- _The task_
Lines with the word "Doctor": copy all of them from the entries below.

(Stored items)
..........

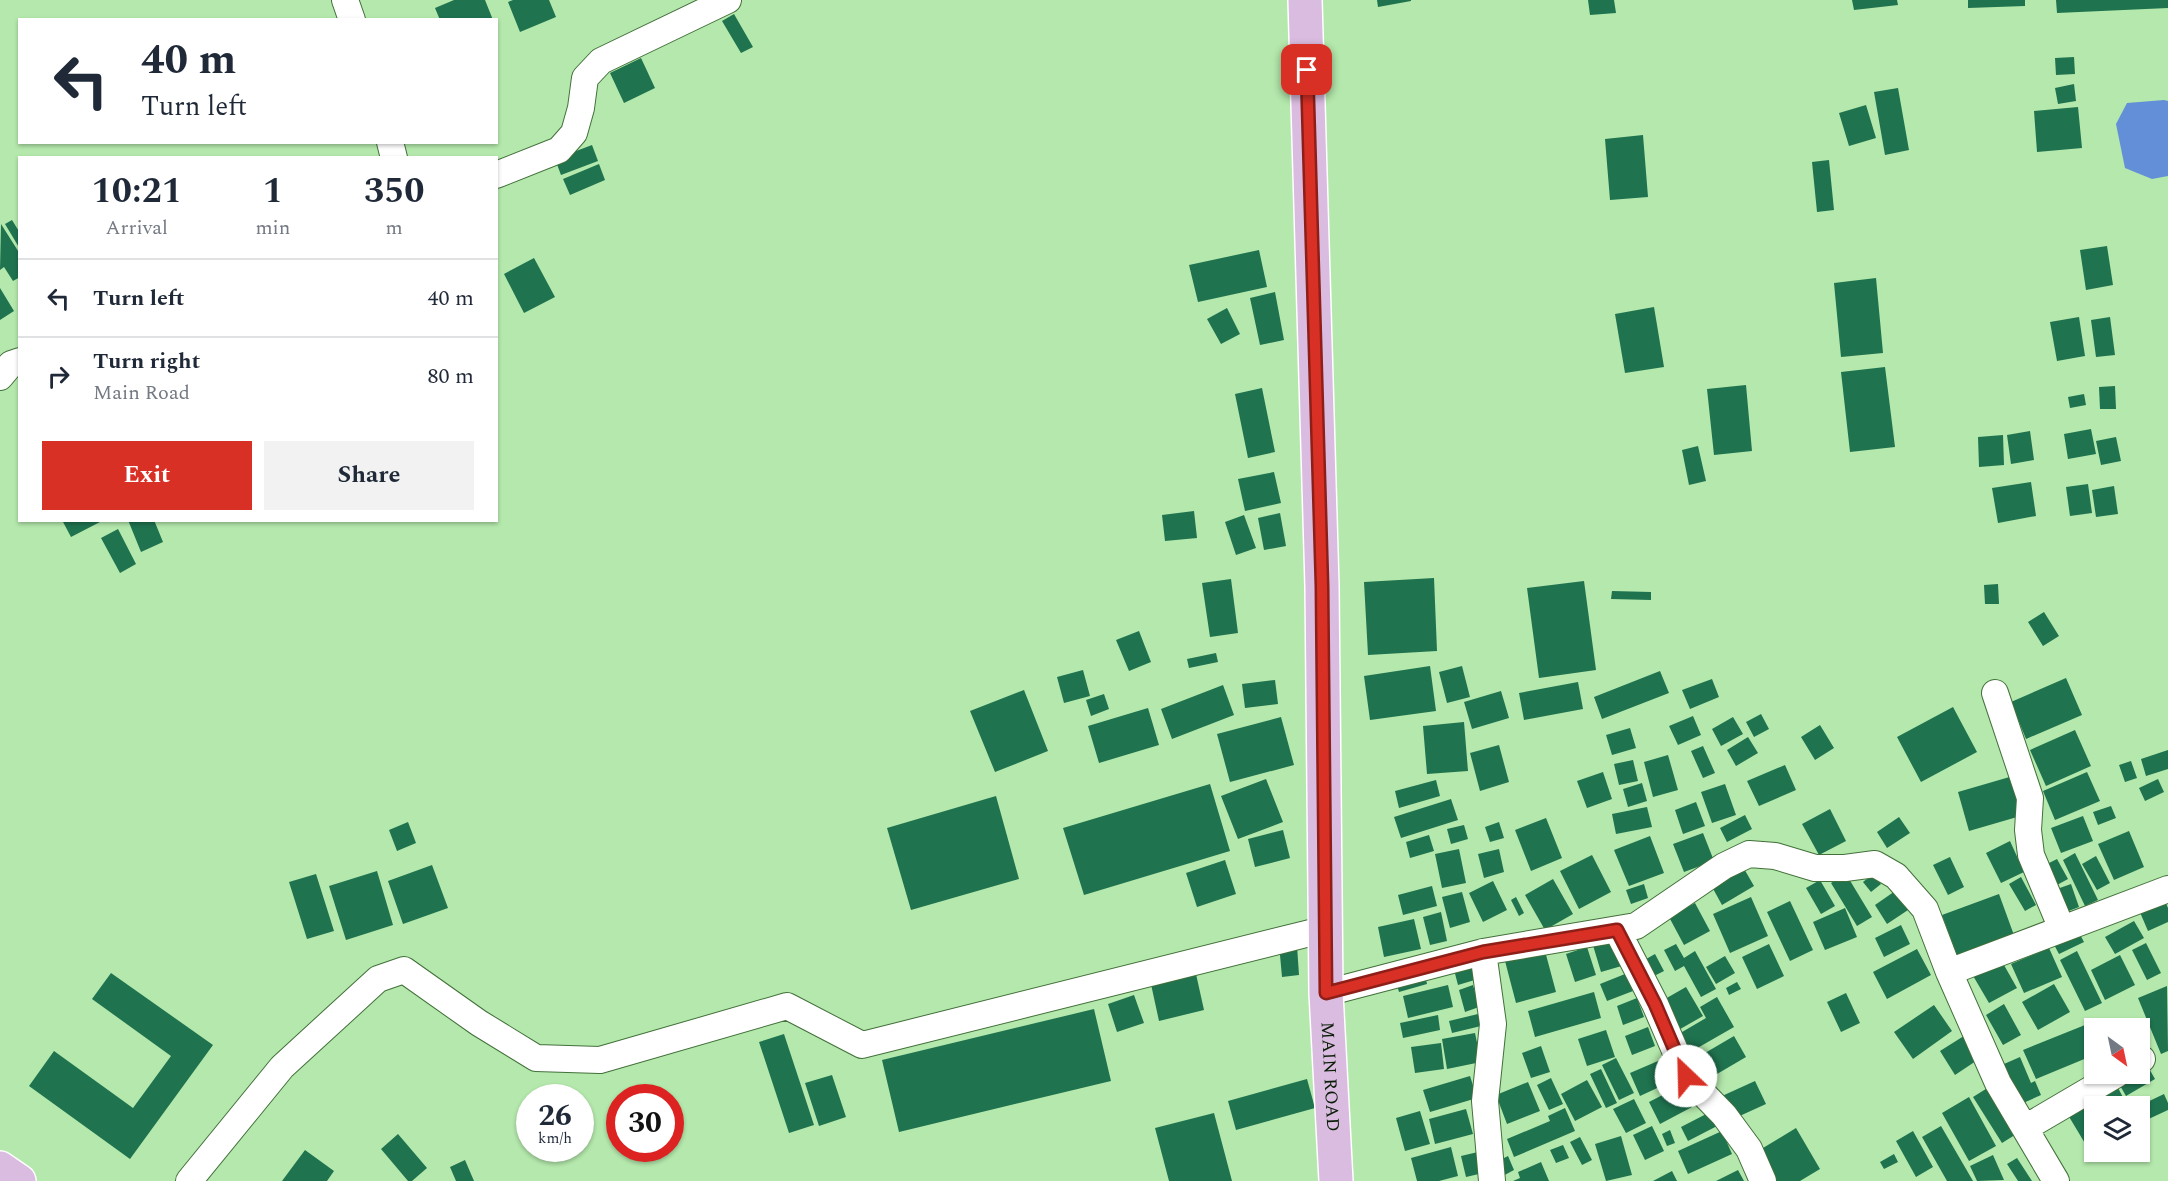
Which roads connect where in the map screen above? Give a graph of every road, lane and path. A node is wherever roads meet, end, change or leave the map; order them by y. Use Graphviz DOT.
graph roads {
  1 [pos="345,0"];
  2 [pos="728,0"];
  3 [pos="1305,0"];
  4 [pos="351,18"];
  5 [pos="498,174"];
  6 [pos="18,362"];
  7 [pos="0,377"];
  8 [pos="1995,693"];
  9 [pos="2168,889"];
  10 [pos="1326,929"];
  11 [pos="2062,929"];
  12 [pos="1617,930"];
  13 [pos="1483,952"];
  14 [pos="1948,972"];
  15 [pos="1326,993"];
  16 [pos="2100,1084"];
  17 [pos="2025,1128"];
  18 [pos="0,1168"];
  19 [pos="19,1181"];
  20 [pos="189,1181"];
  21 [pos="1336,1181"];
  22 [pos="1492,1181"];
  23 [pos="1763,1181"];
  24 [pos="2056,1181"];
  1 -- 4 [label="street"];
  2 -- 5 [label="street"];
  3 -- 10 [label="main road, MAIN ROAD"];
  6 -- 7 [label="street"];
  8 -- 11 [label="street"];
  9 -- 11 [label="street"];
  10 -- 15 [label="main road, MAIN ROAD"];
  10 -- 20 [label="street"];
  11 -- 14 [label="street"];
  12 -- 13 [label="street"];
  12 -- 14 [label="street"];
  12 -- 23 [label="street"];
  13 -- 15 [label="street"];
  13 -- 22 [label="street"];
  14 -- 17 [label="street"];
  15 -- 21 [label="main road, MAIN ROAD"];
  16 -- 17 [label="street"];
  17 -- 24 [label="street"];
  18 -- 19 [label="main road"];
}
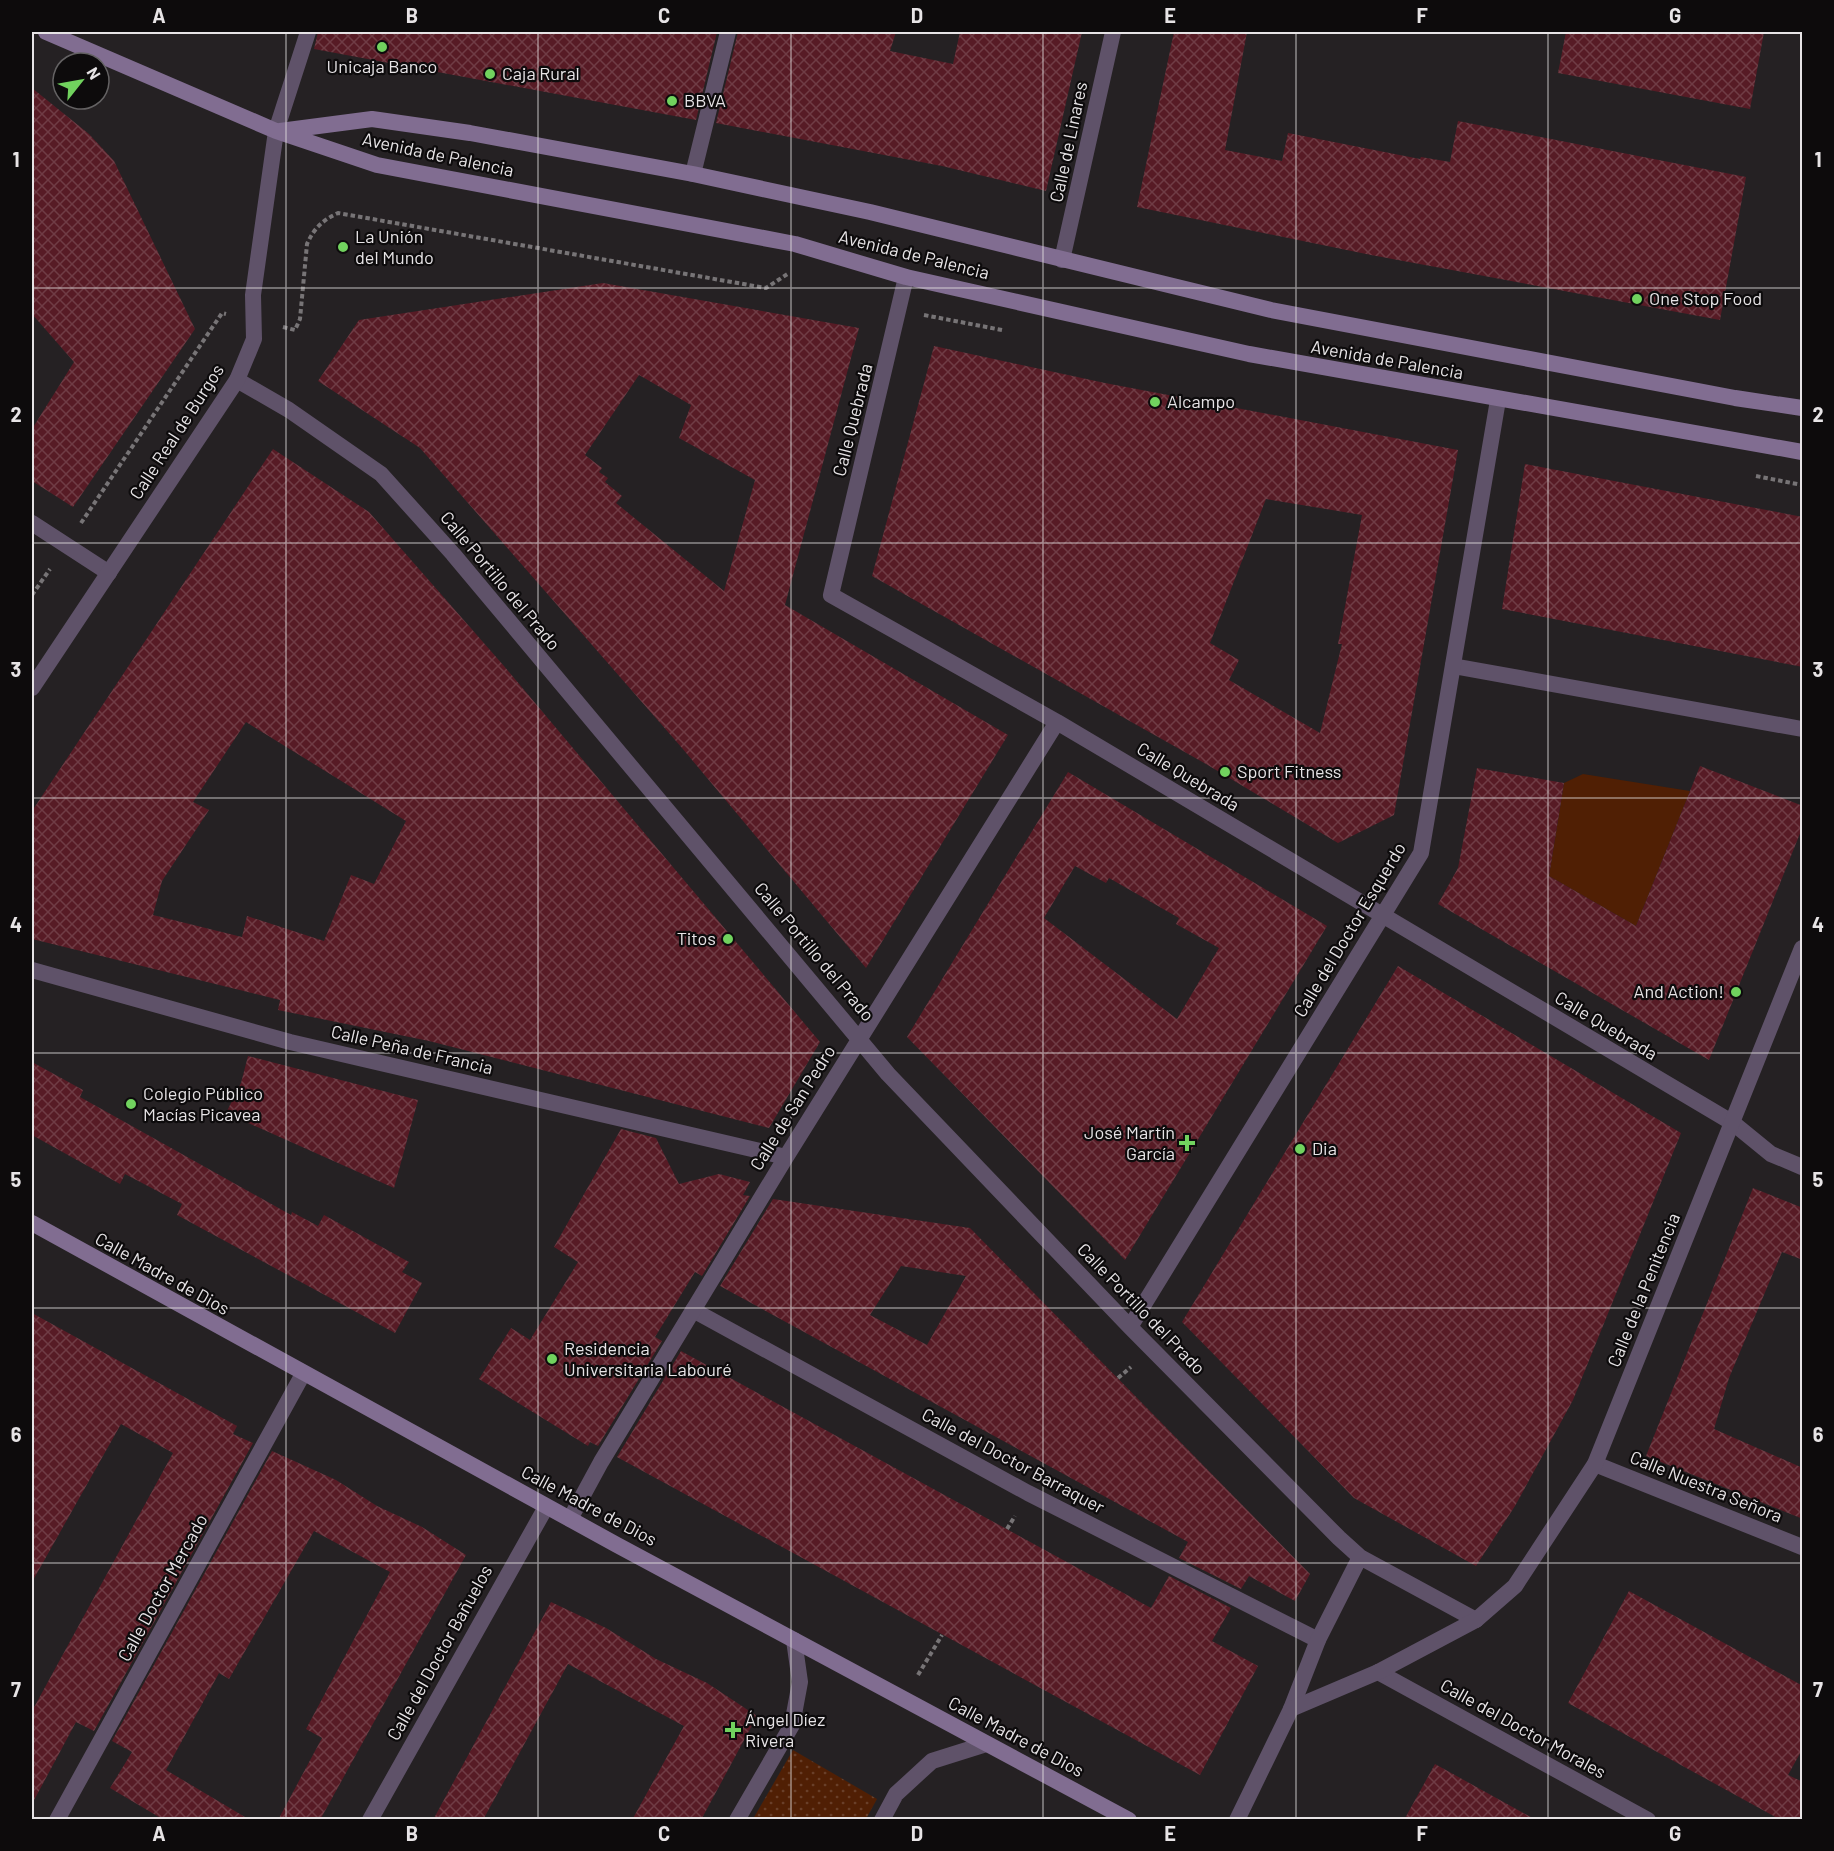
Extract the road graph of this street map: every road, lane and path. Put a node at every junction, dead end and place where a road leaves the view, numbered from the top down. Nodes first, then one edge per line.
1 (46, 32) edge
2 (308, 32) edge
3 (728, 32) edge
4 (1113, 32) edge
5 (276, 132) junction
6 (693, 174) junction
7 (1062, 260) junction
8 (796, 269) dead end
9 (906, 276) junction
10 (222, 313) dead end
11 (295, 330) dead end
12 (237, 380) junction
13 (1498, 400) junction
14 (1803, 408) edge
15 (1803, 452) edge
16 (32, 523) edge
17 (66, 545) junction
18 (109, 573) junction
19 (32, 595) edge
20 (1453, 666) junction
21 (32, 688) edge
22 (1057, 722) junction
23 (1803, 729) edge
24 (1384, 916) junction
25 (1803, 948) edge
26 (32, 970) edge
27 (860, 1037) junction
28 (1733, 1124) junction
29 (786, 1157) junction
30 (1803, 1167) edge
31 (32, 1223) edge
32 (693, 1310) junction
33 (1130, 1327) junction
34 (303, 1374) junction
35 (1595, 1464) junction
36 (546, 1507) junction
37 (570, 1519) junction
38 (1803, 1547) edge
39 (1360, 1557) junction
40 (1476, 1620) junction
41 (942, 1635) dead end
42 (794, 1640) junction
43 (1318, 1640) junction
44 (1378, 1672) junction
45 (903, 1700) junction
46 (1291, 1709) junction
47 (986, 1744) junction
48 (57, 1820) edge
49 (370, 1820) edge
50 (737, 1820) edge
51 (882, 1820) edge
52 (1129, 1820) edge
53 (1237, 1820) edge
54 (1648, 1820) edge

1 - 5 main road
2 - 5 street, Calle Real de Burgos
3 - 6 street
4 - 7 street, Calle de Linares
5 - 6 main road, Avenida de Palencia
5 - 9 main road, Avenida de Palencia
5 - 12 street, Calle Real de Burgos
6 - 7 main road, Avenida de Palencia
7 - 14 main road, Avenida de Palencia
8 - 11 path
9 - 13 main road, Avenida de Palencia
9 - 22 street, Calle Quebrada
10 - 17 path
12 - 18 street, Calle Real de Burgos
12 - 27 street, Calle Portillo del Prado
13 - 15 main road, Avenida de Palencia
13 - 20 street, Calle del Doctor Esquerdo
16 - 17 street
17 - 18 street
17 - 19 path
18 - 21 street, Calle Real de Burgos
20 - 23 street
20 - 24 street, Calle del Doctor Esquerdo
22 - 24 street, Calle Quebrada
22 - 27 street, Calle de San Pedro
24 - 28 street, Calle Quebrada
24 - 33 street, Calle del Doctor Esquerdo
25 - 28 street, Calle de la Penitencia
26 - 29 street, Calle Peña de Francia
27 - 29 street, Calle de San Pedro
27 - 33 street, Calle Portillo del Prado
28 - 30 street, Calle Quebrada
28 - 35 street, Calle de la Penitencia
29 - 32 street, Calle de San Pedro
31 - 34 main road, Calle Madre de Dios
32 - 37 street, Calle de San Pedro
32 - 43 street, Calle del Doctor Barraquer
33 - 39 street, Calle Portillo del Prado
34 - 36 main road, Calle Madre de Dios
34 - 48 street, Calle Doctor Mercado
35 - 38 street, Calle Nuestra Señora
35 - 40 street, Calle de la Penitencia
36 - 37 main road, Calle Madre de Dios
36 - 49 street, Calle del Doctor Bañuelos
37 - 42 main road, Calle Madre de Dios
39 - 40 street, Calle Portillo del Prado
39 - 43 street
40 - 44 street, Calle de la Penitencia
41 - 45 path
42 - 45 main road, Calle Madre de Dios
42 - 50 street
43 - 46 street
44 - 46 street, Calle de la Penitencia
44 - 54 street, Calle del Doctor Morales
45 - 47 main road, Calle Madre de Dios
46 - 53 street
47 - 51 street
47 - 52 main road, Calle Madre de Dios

..........

- _Completed exercise_
13 - 20 street, Calle del Doctor Esquerdo
20 - 24 street, Calle del Doctor Esquerdo
24 - 33 street, Calle del Doctor Esquerdo
32 - 43 street, Calle del Doctor Barraquer
34 - 48 street, Calle Doctor Mercado
36 - 49 street, Calle del Doctor Bañuelos
44 - 54 street, Calle del Doctor Morales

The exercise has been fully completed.